What to Do With Plastic Straws: Recycle or Reuse?

Plastic straws can’t go in your curbside recycling bin, so if you have a stash of them, your realistic options are to use them up, repurpose them for household tasks, or replace them with a reusable alternative going forward. No major curbside recycling program in the United States currently accepts plastic straws, and tossing them in the recycling bin actually does more harm than good.

Why Plastic Straws Can’t Be Recycled Curbside

Plastic straws are made from polypropylene, labeled as #5 plastic. While polypropylene itself is technically recyclable, straws are too small and lightweight for the sorting equipment at recycling facilities. They slip through screens, jam machinery, and end up contaminating batches of other recyclable materials. That contamination costs cities millions of dollars a year to deal with.

Even recyclers that accept #5 polypropylene containers (like yogurt tubs) won’t take straws. The shape and size are the problem, not the material. If you drop straws into your recycling bin hoping for the best, they’ll likely end up in a landfill anyway, after creating sorting headaches along the way.

Specialized Recycling Options

A few companies offer paid mail-in recycling for hard-to-recycle plastics. TerraCycle, for example, sells “Zero Waste Boxes” where you can send in small plastic items that curbside programs reject. These services aren’t free, and the cost may not make sense for a handful of straws. But if you’re clearing out a large quantity or want to bundle straws with other non-recyclable plastics, it’s one of the few legitimate recycling paths available.

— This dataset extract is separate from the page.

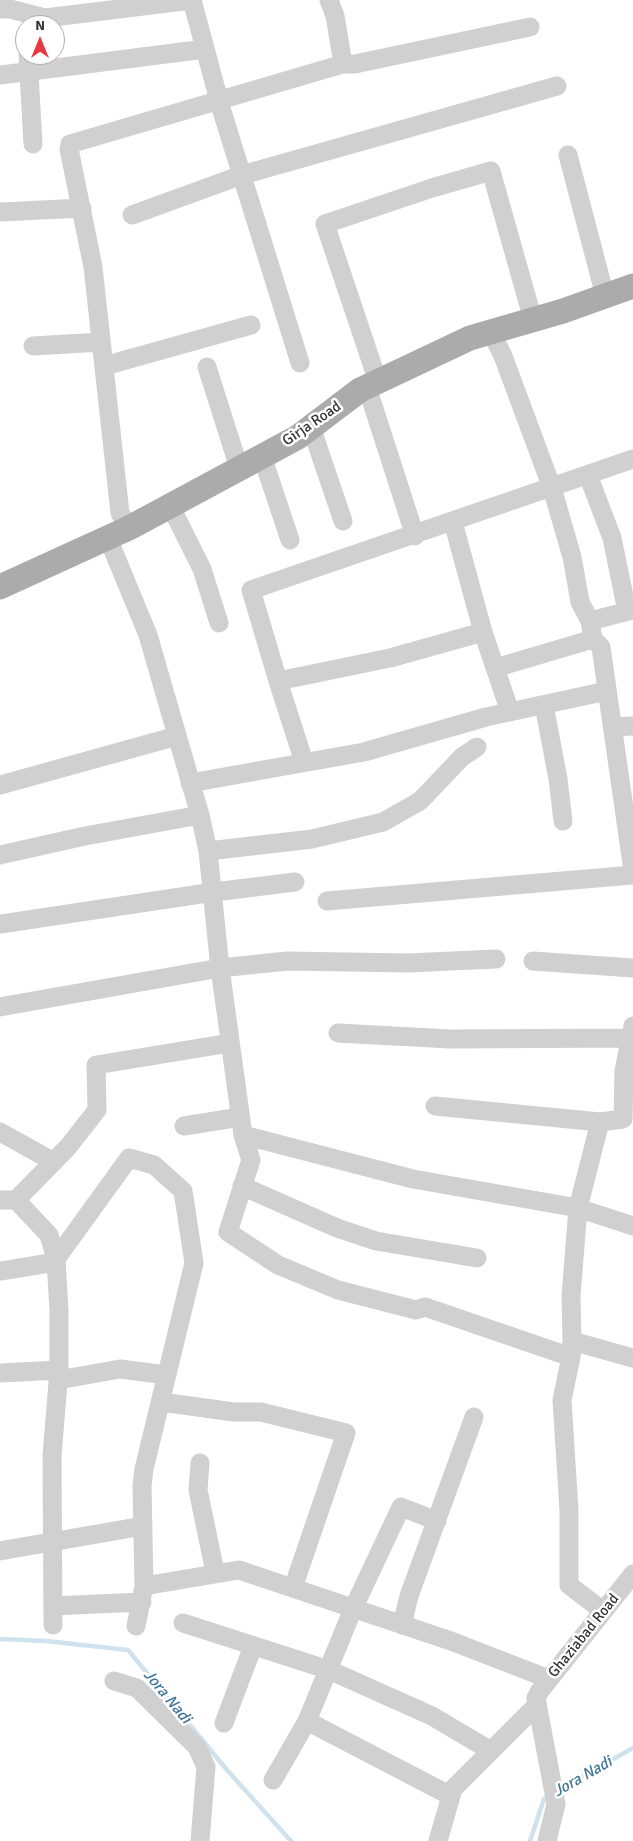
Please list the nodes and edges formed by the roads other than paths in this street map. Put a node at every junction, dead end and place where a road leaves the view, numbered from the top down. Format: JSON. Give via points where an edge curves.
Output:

Practical Ways to Reuse Plastic Straws

If you already have plastic straws at home, the most straightforward approach is to get use out of them before they hit the trash. A few ideas that actually work:

  • Seal partial bags of spices or seeds. Cut a straw lengthwise, slide it over the open edge of a small bag, and it acts as a simple clip.
  • Organize small cords and cables. Slit a straw open and wrap it around tangled charger cables to keep them separated in a drawer.
  • Protect jewelry during travel. Thread necklace chains through a straw to prevent tangling.
  • Use them for kids’ craft projects. Straws work well for building frames, making bubble wands, or weaving projects.
  • Keep flower stems supported. Slide a drooping stem into a straw to prop it upright in a vase.

These aren’t permanent solutions, but they extend the life of straws you already own instead of sending them straight to a landfill.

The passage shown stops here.